Brief.
Given the listing that follows, report all lines in which the string "nodes" occurs.

Input data.

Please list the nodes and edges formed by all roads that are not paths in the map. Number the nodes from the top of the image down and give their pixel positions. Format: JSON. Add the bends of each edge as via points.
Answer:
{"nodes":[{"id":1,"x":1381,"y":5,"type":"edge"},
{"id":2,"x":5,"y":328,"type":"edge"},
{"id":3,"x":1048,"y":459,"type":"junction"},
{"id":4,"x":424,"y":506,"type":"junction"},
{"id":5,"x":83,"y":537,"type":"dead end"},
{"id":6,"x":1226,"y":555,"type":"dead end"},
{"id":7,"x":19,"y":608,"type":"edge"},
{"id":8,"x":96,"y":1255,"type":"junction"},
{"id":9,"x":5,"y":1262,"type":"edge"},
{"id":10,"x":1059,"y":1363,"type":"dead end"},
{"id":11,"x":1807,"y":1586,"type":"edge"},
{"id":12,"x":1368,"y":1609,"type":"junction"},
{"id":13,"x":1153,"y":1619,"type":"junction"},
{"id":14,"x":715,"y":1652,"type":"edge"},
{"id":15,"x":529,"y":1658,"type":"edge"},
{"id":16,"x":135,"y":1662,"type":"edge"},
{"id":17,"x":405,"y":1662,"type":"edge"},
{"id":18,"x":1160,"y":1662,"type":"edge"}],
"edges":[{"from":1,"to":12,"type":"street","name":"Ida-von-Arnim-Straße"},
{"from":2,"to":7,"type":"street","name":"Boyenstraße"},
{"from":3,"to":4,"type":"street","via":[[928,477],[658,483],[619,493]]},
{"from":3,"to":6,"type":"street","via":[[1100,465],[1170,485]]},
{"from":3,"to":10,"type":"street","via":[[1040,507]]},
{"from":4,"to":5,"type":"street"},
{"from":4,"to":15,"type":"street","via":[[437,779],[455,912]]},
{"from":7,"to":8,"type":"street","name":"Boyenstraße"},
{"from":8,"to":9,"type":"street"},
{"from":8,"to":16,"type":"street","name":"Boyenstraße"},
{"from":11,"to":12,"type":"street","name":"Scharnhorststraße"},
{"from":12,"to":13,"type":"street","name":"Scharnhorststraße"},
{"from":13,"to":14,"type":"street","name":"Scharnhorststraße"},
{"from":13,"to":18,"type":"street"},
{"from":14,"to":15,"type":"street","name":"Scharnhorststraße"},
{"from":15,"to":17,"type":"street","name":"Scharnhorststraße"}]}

Solution below.
Please list the nodes and edges formed by all roads that are not paths in the map. Number the nodes from the top of the image down and give their pixel positions. Format: JSON. Add the bends of each edge as via points.
{"nodes":[{"id":1,"x":1381,"y":5,"type":"edge"},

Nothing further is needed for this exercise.